By: Shama Hyder
This is the first in a series of interviews I will be doing with experts in various fields. This interview is of particular importance because I personally believe using white papers to market-especially in a tight economy is a fantastic idea.
What makes white papers such a good marketing tool?
Steve: Good white papers give readers useful information that helps them make decisions. Many readers would rather learn something and make their own decisions, instead of reading marketing fluff. This is especially true when business people have a lot riding on their decisions.
Since this is what readers want, giving them what they want benefits the company that provides the white paper. Good white papers help companies establish themselves as leaders in their particular field. It shows readers that the company knows what it is talking about. So the reader is impressed with the company’s knowledge and leadership, and they want to know more about what the company offers. White papers are a pretty compelling way to get prospective business customers interested in what you offer.
Good white papers are also one of the best tools, if not the best tool, for lead generation. Offer a white paper on a particular subject on your home page in exchange for opting in via a name and email address, and you can gather strong leads. One recent study by KnowledgeStorm and MarketingSherpa found that 80% of visitors to a Web site were willing to register online for a white paper.
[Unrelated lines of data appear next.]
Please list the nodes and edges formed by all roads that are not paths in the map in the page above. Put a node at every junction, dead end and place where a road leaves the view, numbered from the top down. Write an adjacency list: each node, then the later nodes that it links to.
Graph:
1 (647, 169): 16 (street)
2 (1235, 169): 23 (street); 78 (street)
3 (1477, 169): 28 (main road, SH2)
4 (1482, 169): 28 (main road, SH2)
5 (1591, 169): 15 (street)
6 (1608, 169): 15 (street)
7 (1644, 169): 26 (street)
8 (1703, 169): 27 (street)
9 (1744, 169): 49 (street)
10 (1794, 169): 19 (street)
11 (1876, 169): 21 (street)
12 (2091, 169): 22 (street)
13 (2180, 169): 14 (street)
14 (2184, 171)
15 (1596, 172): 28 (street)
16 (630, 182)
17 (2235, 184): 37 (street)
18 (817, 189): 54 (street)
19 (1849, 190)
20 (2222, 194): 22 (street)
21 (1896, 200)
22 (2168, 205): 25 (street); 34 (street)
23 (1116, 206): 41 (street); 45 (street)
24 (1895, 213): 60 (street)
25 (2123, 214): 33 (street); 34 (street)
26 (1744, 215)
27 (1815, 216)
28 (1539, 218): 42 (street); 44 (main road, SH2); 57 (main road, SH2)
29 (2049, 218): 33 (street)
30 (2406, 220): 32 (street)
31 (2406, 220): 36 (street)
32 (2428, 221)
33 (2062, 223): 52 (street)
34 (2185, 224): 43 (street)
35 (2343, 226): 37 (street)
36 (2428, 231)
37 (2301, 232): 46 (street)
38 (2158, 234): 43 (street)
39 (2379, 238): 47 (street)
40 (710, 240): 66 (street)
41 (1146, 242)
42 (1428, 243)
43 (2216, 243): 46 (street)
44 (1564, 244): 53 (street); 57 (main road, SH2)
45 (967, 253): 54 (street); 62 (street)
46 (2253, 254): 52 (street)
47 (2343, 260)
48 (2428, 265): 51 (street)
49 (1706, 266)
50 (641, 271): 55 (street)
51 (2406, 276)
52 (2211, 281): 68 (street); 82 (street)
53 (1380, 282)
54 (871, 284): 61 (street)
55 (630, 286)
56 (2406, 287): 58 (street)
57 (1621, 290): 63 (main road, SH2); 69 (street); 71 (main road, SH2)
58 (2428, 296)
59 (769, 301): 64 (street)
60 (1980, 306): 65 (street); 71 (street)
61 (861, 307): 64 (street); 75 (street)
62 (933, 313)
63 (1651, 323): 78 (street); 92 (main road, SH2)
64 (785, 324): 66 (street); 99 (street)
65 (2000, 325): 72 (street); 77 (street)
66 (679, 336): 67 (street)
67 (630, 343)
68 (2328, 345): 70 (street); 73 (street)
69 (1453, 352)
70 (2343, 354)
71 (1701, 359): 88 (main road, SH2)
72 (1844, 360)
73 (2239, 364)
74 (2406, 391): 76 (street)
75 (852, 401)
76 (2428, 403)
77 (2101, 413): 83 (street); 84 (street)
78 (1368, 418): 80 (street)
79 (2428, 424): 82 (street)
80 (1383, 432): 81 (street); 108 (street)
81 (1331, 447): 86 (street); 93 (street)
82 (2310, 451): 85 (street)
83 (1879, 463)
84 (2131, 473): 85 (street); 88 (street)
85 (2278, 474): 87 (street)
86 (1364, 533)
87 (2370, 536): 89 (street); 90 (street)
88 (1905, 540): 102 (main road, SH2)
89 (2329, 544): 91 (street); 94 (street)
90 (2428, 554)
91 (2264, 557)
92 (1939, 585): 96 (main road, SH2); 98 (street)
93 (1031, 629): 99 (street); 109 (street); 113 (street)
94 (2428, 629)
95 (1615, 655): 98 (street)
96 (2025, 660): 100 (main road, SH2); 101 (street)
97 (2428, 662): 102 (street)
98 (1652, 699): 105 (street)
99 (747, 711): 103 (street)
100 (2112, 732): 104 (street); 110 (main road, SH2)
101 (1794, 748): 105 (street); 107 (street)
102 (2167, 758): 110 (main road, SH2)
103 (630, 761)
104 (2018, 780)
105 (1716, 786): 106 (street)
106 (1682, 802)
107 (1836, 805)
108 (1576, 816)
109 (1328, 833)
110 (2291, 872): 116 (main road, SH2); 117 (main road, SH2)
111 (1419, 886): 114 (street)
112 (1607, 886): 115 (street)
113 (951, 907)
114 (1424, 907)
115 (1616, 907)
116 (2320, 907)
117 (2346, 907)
This 80% was higher than any other sort of offering.
Do you consider white papers to be marketing documents?
Steve: Well, that depends on how you look at it. We generally recommend that the tone of the white paper be objective, credible, and informative, rather than marketing oriented. This goes along with the idea I mentioned earlier about providing useful information to the reader, rather than marketing fluff. But let’s not kid ourselves here. The ultimate goal of a white paper is to get potential customers interested in what you offer. We just do it in a way that pleases the customer – educate them now with the white paper. You can then provide the marketing materials next, after they are impressed with your knowledge and leadership.
Are white papers a good idea during a recession?
Steve: Marketing budgets are tight in a recession. So you want to spend your marketing dollars wisely. Exhibiting at conferences, designing fancy brochures, placing high-profile ads, or sponsoring events is expensive. White paper development is less costly, yet the paper you produce can reach a large audience.
And you need to get the most bang for your buck in a recession. A white paper does this for you because it’s a multi-purpose marketing tool. You can post it on your Web site, you can use it as an enticement to build registration-based prospect lists, you can post it on white paper library Websites, you can send it out as an attachment in an email in response to a prospect inquiry, and you can hand it out at conferences.
In a recession, you also want to do things that serve multiple purposes. You can use a white paper to inform more than just potential customers. You can also use white papers to inform employees (such as sales forces), potential employees, contractors, regulatory personnel, the media, analysts, and partners, including resellers, recruiters, suppliers, and investors.
What are the pros and cons of outsourcing a white paper?
Steve: Well, you can write it in-house if you have a good writer on hand who has time to do it. As an alternative, white paper writing is one of those tasks that lends itself to outsourcing pretty well. Writing a white paper is a clearly definable task. It’s a task that is probably not part of your core competency. You probably want it done right (so it reflects well on your company). And you probably want it done quickly (to beat your competition). So if you add this all up, it probably makes sense for you at least to consider outsourcing white paper writing.
What should you look for in a company when outsourcing a white paper?
Steve: Look for a company that proudly displays sample white papers they’ve written across a wide range of subjects. Read the samples carefully and see if you learn something from them, without being pushed into a particular product too early in the paper or too heavily. Look for writing that shows that the firm’s writers can learn a subject area, grasp it, and write clear, informative papers about it.
Don’t get hung up on finding an outfit that has written about your particular subject area. In fact, it’s usually better to hire a firm without intimate knowledge of your area. The reason is that industry insiders can bring preconceived notions or opinions to a writing project. A fresh, objective approach usually leads to better results.
A related question we often get is whether to hire a freelancer or an agency to write the paper. Freelance writers can produce high-quality work and may be fairly inexpensive, but they lack the strategic advantages of agencies. Agencies usually employ multiple writers, which reduces risk and can give you faster response times when you need it.
Do you see any upcoming “trends” or hot fields where white papers will really take off?
Steve: White papers are particularly good at explaining complex business issues and technology-based solutions. Perhaps the single largest use of white papers is any topic that involves information technology and its applications in a broad array of verticals. Following this logic, a hot field for white papers would be any growing subject area or industry that is increasingly adopting information technology. One example of this is health care. This industry consists of relatively late adopters of information technology, but it is really taking off right now.